Stored data
== Segment start ==

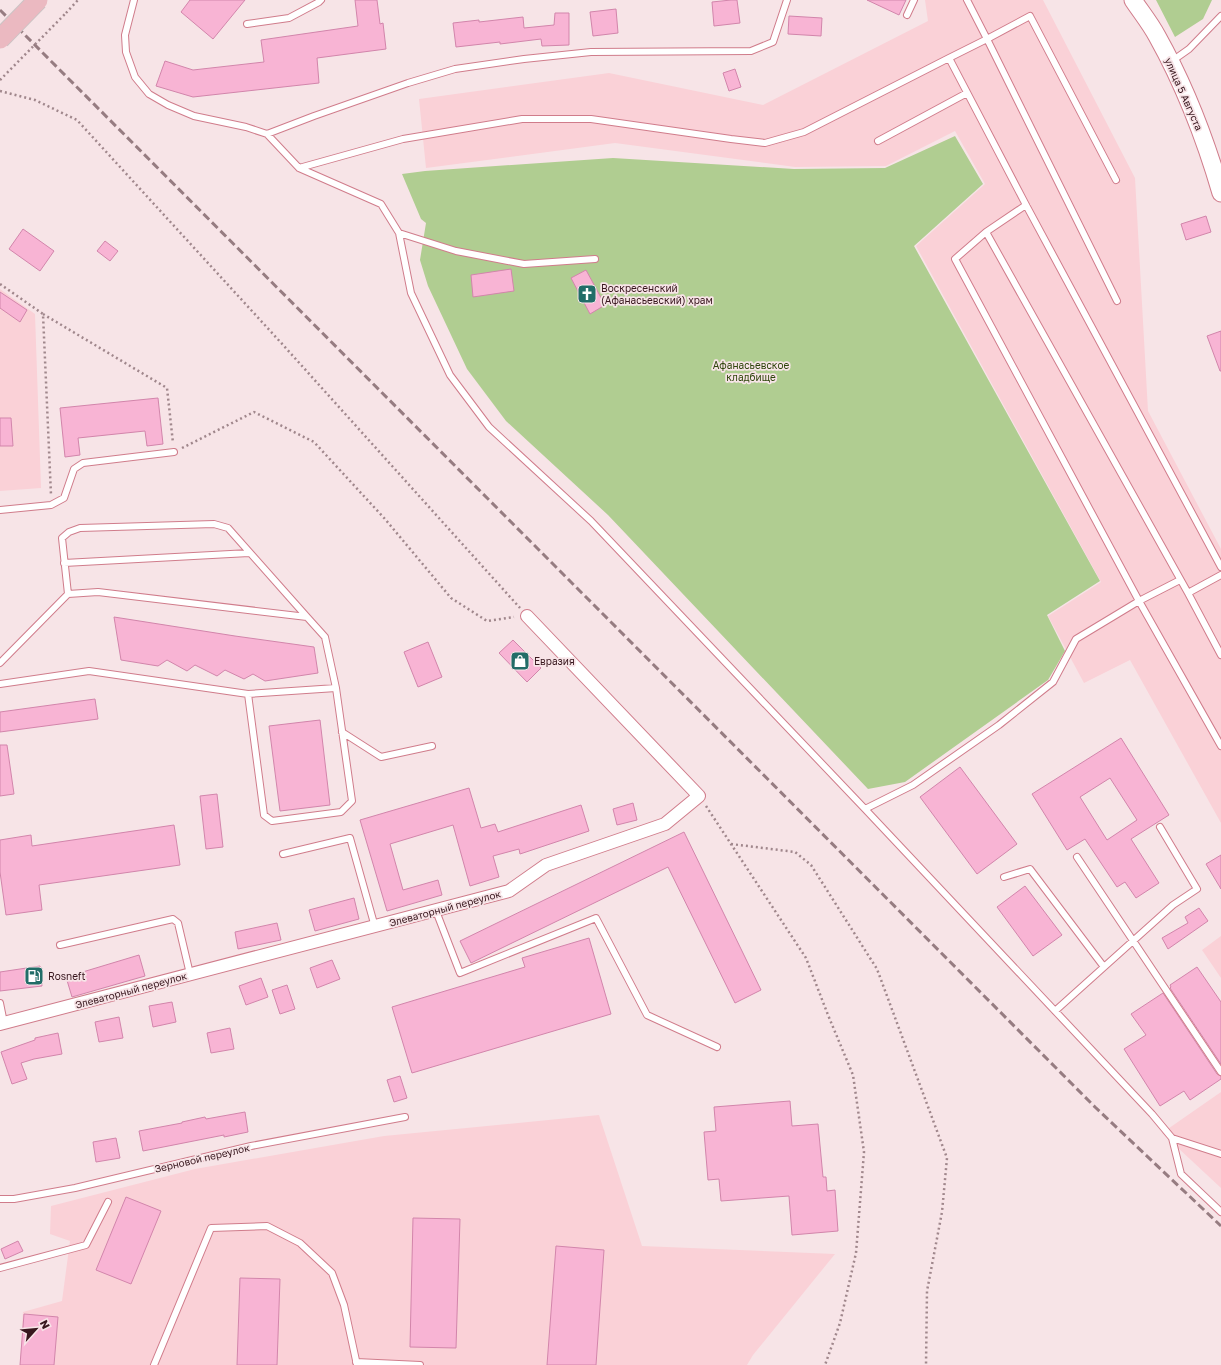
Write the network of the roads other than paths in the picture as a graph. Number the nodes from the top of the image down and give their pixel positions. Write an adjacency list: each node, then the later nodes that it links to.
1 (38, 0): 11 (main road, bridge)
2 (134, 0): 16 (lane)
3 (321, 0): 10 (lane)
4 (787, 0): 16 (lane)
5 (914, 0): 8 (lane)
6 (967, 0): 12 (lane)
7 (1133, 0): 14 (main road, улица 5 Августа)
8 (907, 15)
9 (1221, 16): 14 (lane)
10 (247, 24)
11 (0, 39)
12 (987, 39): 13 (lane); 19 (lane); 25 (lane)
13 (949, 58): 15 (lane); 18 (lane)
14 (1171, 62): 20 (main road, улица 5 Августа)
15 (967, 93): 17 (lane); 21 (lane)
16 (268, 134): 18 (lane)
17 (878, 142)
18 (299, 168): 23 (lane)
19 (1116, 180)
20 (1221, 194)
21 (1026, 205): 22 (lane); 30 (lane)
22 (986, 232): 32 (lane); 35 (lane)
23 (399, 233): 24 (lane); 46 (lane)
24 (595, 259)
25 (1117, 301)
26 (174, 452): 27 (lane)
27 (0, 510)
28 (249, 553): 29 (lane); 29 (lane); 37 (lane)
29 (64, 563): 34 (lane)
30 (1221, 567)
31 (1221, 575): 33 (lane)
32 (1180, 580): 33 (lane); 35 (lane)
33 (1188, 593): 38 (lane)
34 (68, 594): 37 (lane); 39 (lane)
35 (1139, 601): 45 (lane); 46 (lane)
36 (527, 616): 51 (street, Элеваторный переулок)
37 (307, 617): 41 (lane)
38 (1221, 655)
39 (0, 663)
40 (0, 684): 42 (lane)
41 (336, 688): 42 (lane); 43 (lane)
42 (248, 694): 43 (lane)
43 (342, 732): 44 (lane)
44 (432, 746)
45 (1221, 746)
46 (866, 809): 58 (lane)
47 (1160, 827): 53 (lane)
48 (282, 854): 52 (lane)
49 (1077, 857): 53 (lane)
50 (1004, 877): 55 (lane)
51 (436, 911): 52 (street, Элеваторный переулок); 60 (lane)
52 (375, 926): 56 (street, Элеваторный переулок)
53 (1133, 942): 55 (lane); 61 (lane)
54 (60, 945): 56 (lane)
55 (1104, 967): 58 (lane)
56 (190, 974): 59 (street, Элеваторный переулок)
57 (0, 1004): 59 (lane)
58 (1055, 1011): 63 (lane)
59 (2, 1024)
60 (717, 1047)
61 (1221, 1072)
62 (405, 1117): 65 (lane, Зерновой переулок)
63 (1172, 1138): 64 (lane); 67 (lane)
64 (1221, 1154)
65 (0, 1199)
66 (108, 1202): 68 (lane)
67 (1221, 1212)
68 (0, 1268)
69 (356, 1363): 70 (lane); 71 (lane)
70 (154, 1365)
71 (420, 1365)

== Segment end ==

The records above need to be copied exactly, with the pictures left out.

Write the network of the roads other than paths in the picture as a graph. Number the nodes from the top of the image down and give their pixel positions. Write an adjacency list: each node, then the later nodes that it links to.
1 (38, 0): 11 (main road, bridge)
2 (134, 0): 16 (lane)
3 (321, 0): 10 (lane)
4 (787, 0): 16 (lane)
5 (914, 0): 8 (lane)
6 (967, 0): 12 (lane)
7 (1133, 0): 14 (main road, улица 5 Августа)
8 (907, 15)
9 (1221, 16): 14 (lane)
10 (247, 24)
11 (0, 39)
12 (987, 39): 13 (lane); 19 (lane); 25 (lane)
13 (949, 58): 15 (lane); 18 (lane)
14 (1171, 62): 20 (main road, улица 5 Августа)
15 (967, 93): 17 (lane); 21 (lane)
16 (268, 134): 18 (lane)
17 (878, 142)
18 (299, 168): 23 (lane)
19 (1116, 180)
20 (1221, 194)
21 (1026, 205): 22 (lane); 30 (lane)
22 (986, 232): 32 (lane); 35 (lane)
23 (399, 233): 24 (lane); 46 (lane)
24 (595, 259)
25 (1117, 301)
26 (174, 452): 27 (lane)
27 (0, 510)
28 (249, 553): 29 (lane); 29 (lane); 37 (lane)
29 (64, 563): 34 (lane)
30 (1221, 567)
31 (1221, 575): 33 (lane)
32 (1180, 580): 33 (lane); 35 (lane)
33 (1188, 593): 38 (lane)
34 (68, 594): 37 (lane); 39 (lane)
35 (1139, 601): 45 (lane); 46 (lane)
36 (527, 616): 51 (street, Элеваторный переулок)
37 (307, 617): 41 (lane)
38 (1221, 655)
39 (0, 663)
40 (0, 684): 42 (lane)
41 (336, 688): 42 (lane); 43 (lane)
42 (248, 694): 43 (lane)
43 (342, 732): 44 (lane)
44 (432, 746)
45 (1221, 746)
46 (866, 809): 58 (lane)
47 (1160, 827): 53 (lane)
48 (282, 854): 52 (lane)
49 (1077, 857): 53 (lane)
50 (1004, 877): 55 (lane)
51 (436, 911): 52 (street, Элеваторный переулок); 60 (lane)
52 (375, 926): 56 (street, Элеваторный переулок)
53 (1133, 942): 55 (lane); 61 (lane)
54 (60, 945): 56 (lane)
55 (1104, 967): 58 (lane)
56 (190, 974): 59 (street, Элеваторный переулок)
57 (0, 1004): 59 (lane)
58 (1055, 1011): 63 (lane)
59 (2, 1024)
60 (717, 1047)
61 (1221, 1072)
62 (405, 1117): 65 (lane, Зерновой переулок)
63 (1172, 1138): 64 (lane); 67 (lane)
64 (1221, 1154)
65 (0, 1199)
66 (108, 1202): 68 (lane)
67 (1221, 1212)
68 (0, 1268)
69 (356, 1363): 70 (lane); 71 (lane)
70 (154, 1365)
71 (420, 1365)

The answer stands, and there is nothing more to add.